(Recorded data)
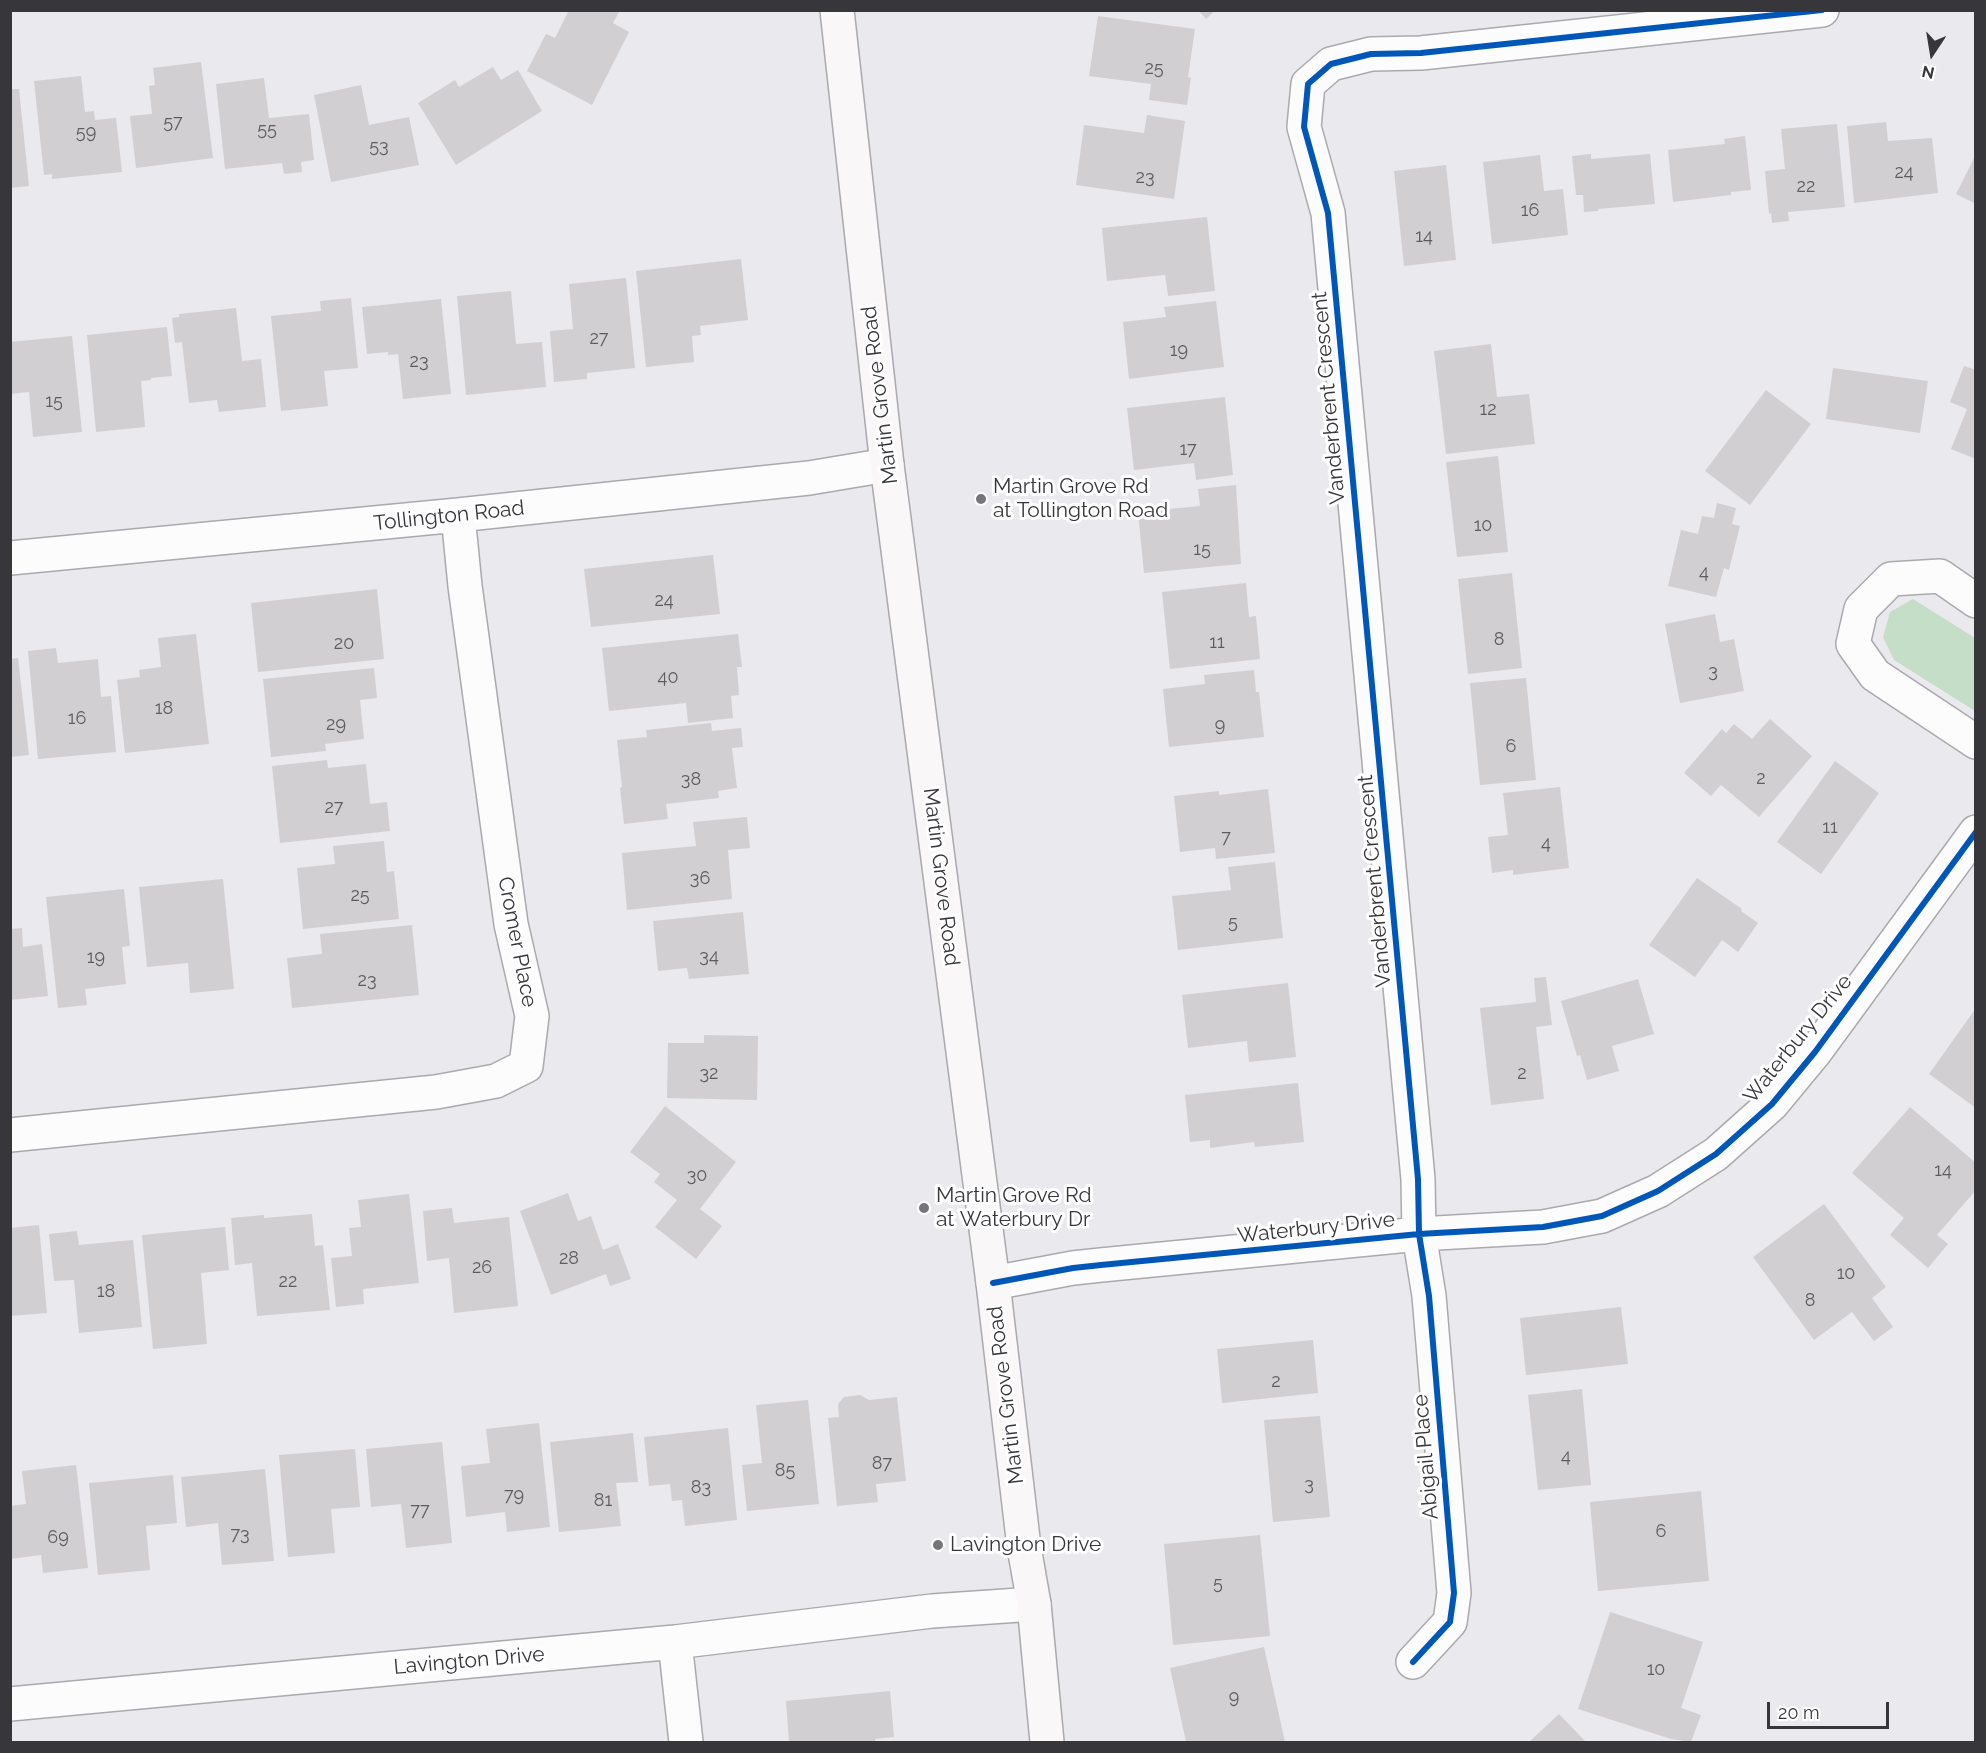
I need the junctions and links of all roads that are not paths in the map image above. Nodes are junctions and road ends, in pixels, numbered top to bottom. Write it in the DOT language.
graph roads {
  1 [pos="837,10"];
  2 [pos="1822,10"];
  3 [pos="887,465"];
  4 [pos="458,515"];
  5 [pos="10,558"];
  6 [pos="1976,601"];
  7 [pos="1976,742"];
  8 [pos="1976,832"];
  9 [pos="10,1135"];
  10 [pos="1419,1234"];
  11 [pos="993,1283"];
  12 [pos="1034,1604"];
  13 [pos="675,1642"];
  14 [pos="1413,1662"];
  15 [pos="10,1704"];
  16 [pos="686,1743"];
  17 [pos="1047,1743"];
  1 -- 3 [label="main road, Martin Grove Road"];
  2 -- 10 [label="street, Vanderbrent Crescent"];
  3 -- 4 [label="street, Tollington Road"];
  3 -- 11 [label="main road, Martin Grove Road"];
  4 -- 5 [label="street, Tollington Road"];
  4 -- 9 [label="street, Cromer Place"];
  6 -- 7 [label="street"];
  8 -- 10 [label="street, Waterbury Drive"];
  10 -- 11 [label="street, Waterbury Drive"];
  10 -- 14 [label="street, Abigail Place"];
  11 -- 12 [label="main road, Martin Grove Road"];
  12 -- 13 [label="street, Lavington Drive"];
  12 -- 17 [label="main road, Martin Grove Road"];
  13 -- 15 [label="street, Lavington Drive"];
  13 -- 16 [label="street"];
}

--- Exercise goal ---
All of the data needs repeating exactly, but the pictures do not.

--- Solved problem ---
I need the junctions and links of all roads that are not paths in the map image above. Nodes are junctions and road ends, in pixels, numbered top to bottom. Write it in the DOT language.
graph roads {
  1 [pos="837,10"];
  2 [pos="1822,10"];
  3 [pos="887,465"];
  4 [pos="458,515"];
  5 [pos="10,558"];
  6 [pos="1976,601"];
  7 [pos="1976,742"];
  8 [pos="1976,832"];
  9 [pos="10,1135"];
  10 [pos="1419,1234"];
  11 [pos="993,1283"];
  12 [pos="1034,1604"];
  13 [pos="675,1642"];
  14 [pos="1413,1662"];
  15 [pos="10,1704"];
  16 [pos="686,1743"];
  17 [pos="1047,1743"];
  1 -- 3 [label="main road, Martin Grove Road"];
  2 -- 10 [label="street, Vanderbrent Crescent"];
  3 -- 4 [label="street, Tollington Road"];
  3 -- 11 [label="main road, Martin Grove Road"];
  4 -- 5 [label="street, Tollington Road"];
  4 -- 9 [label="street, Cromer Place"];
  6 -- 7 [label="street"];
  8 -- 10 [label="street, Waterbury Drive"];
  10 -- 11 [label="street, Waterbury Drive"];
  10 -- 14 [label="street, Abigail Place"];
  11 -- 12 [label="main road, Martin Grove Road"];
  12 -- 13 [label="street, Lavington Drive"];
  12 -- 17 [label="main road, Martin Grove Road"];
  13 -- 15 [label="street, Lavington Drive"];
  13 -- 16 [label="street"];
}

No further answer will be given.